- What you have to do
Which of the lines in the records below hold the string "edge"? Copy every one of them.

- Dataset entries
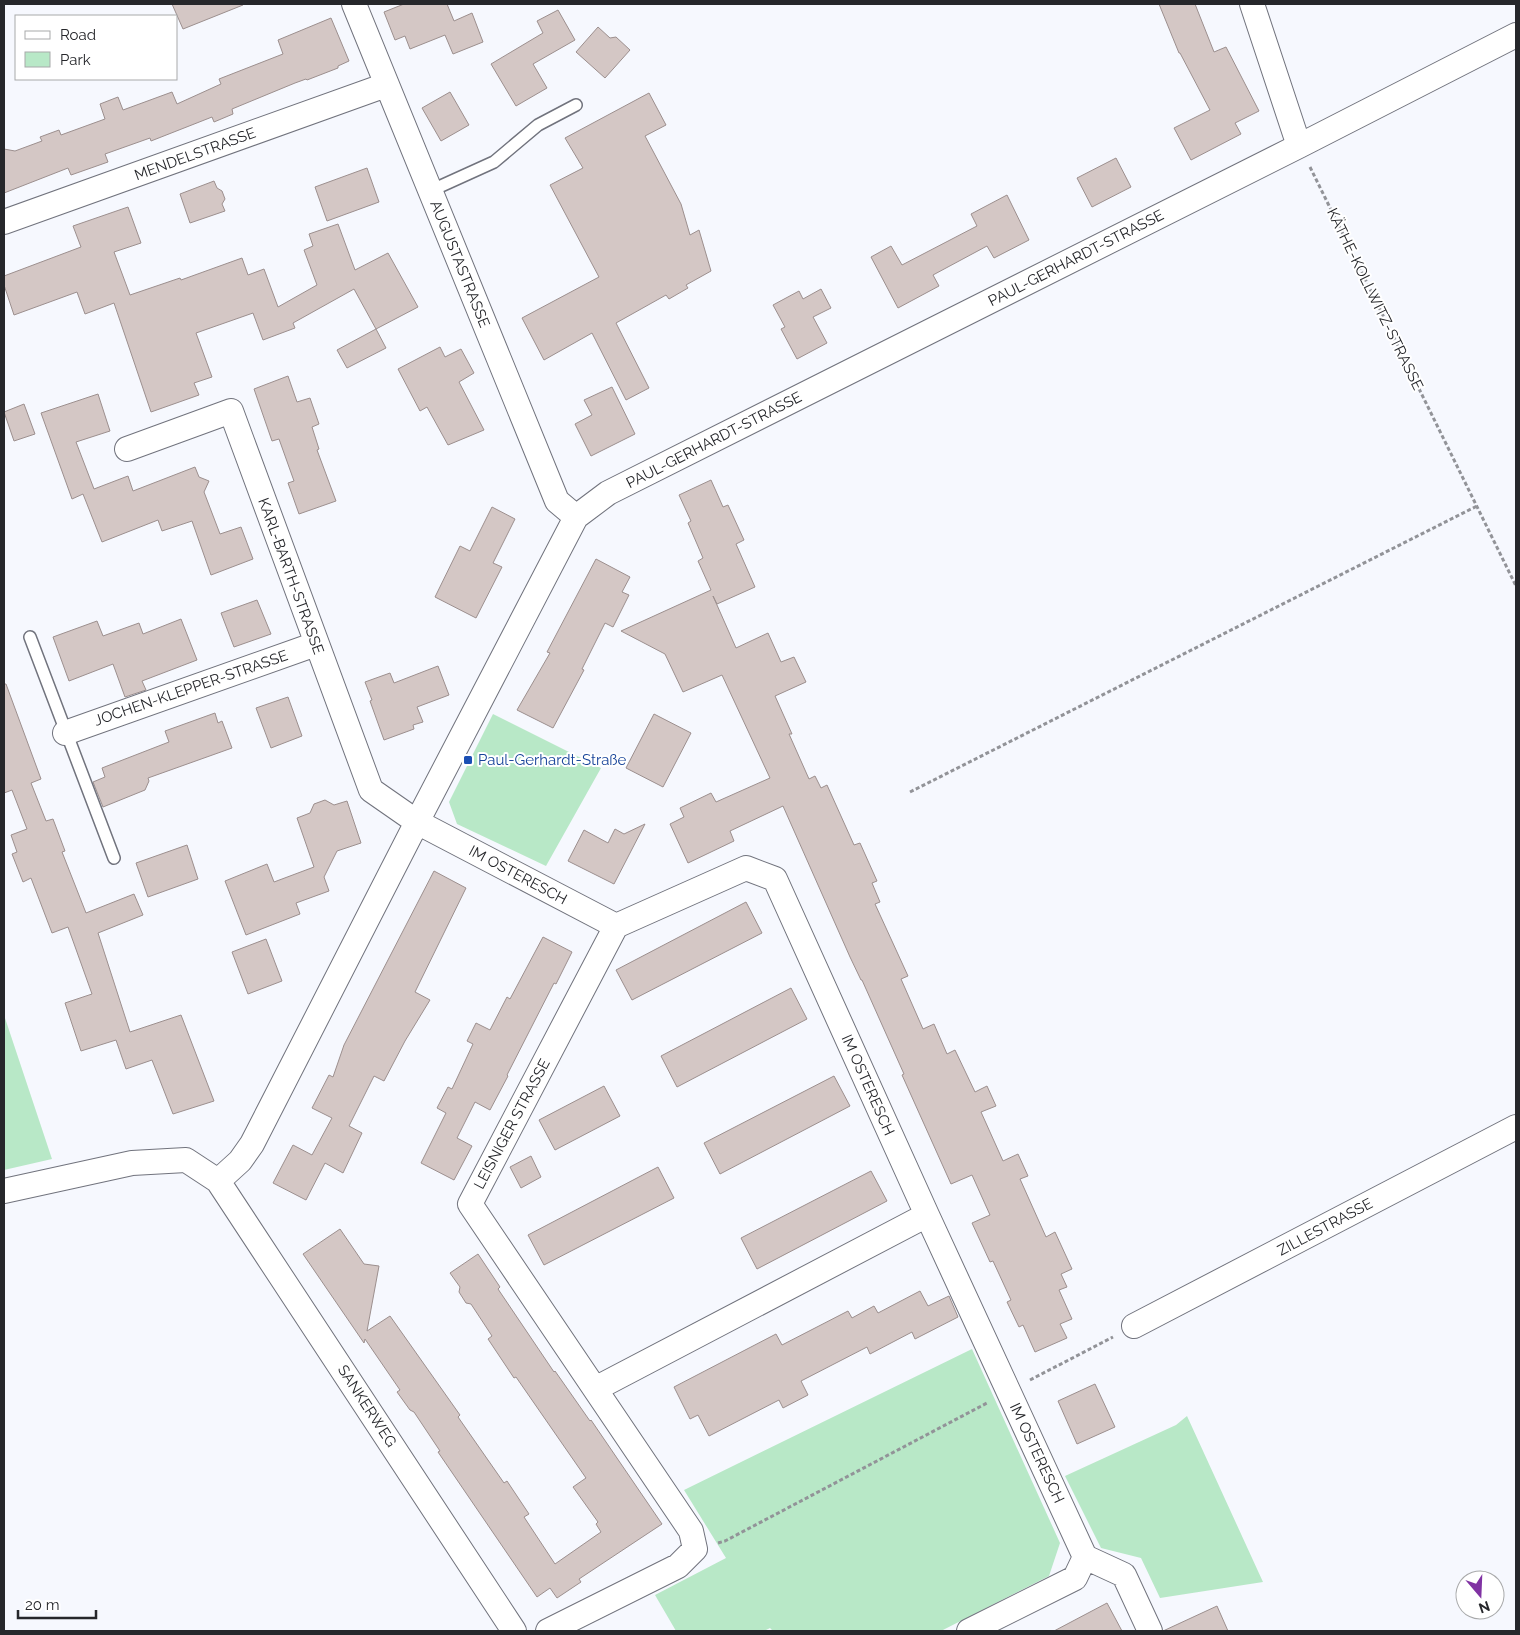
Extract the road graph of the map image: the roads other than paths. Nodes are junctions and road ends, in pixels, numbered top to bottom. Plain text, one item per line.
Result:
1 (354, 4) edge
2 (1252, 4) edge
3 (1516, 35) edge
4 (386, 85) junction
5 (576, 105) dead end
6 (1299, 146) junction
7 (430, 191) junction
8 (4, 222) edge
9 (127, 448) dead end
10 (576, 517) junction
11 (30, 637) dead end
12 (316, 644) junction
13 (65, 733) junction
14 (417, 822) junction
15 (114, 858) dead end
16 (616, 926) junction
17 (1516, 1127) edge
18 (218, 1181) junction
19 (4, 1191) edge
20 (927, 1215) junction
21 (1134, 1326) road end
22 (595, 1389) junction
23 (1085, 1556) junction
24 (514, 1631) edge
25 (548, 1631) edge
26 (969, 1631) edge
27 (1150, 1631) edge

1 - 4 street, AUGUSTASTRASSE
2 - 6 street
3 - 6 street, PAUL-GERHARDT-STRASSE
4 - 7 street, AUGUSTASTRASSE
4 - 8 street, MENDELSTRASSE
5 - 7 lane
6 - 10 street, PAUL-GERHARDT-STRASSE
7 - 10 street, AUGUSTASTRASSE
9 - 12 street, KARL-BARTH-STRASSE
10 - 14 street, PAUL-GERHARDT-STRASSE
11 - 13 lane
12 - 13 street, JOCHEN-KLEPPER-STRASSE
12 - 14 street, KARL-BARTH-STRASSE
13 - 15 lane
14 - 16 street, IM OSTERESCH
14 - 18 street, PAUL-GERHARDT-STRASSE
16 - 20 street, IM OSTERESCH
16 - 22 street, LEISNIGER STRASSE
17 - 21 street, ZILLESTRASSE
18 - 19 street
18 - 24 street, SANKERWEG
20 - 22 street
20 - 23 street, IM OSTERESCH
22 - 25 street, LEISNIGER STRASSE
23 - 26 street
23 - 27 street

- Answer box
1 (354, 4) edge
2 (1252, 4) edge
3 (1516, 35) edge
8 (4, 222) edge
17 (1516, 1127) edge
19 (4, 1191) edge
24 (514, 1631) edge
25 (548, 1631) edge
26 (969, 1631) edge
27 (1150, 1631) edge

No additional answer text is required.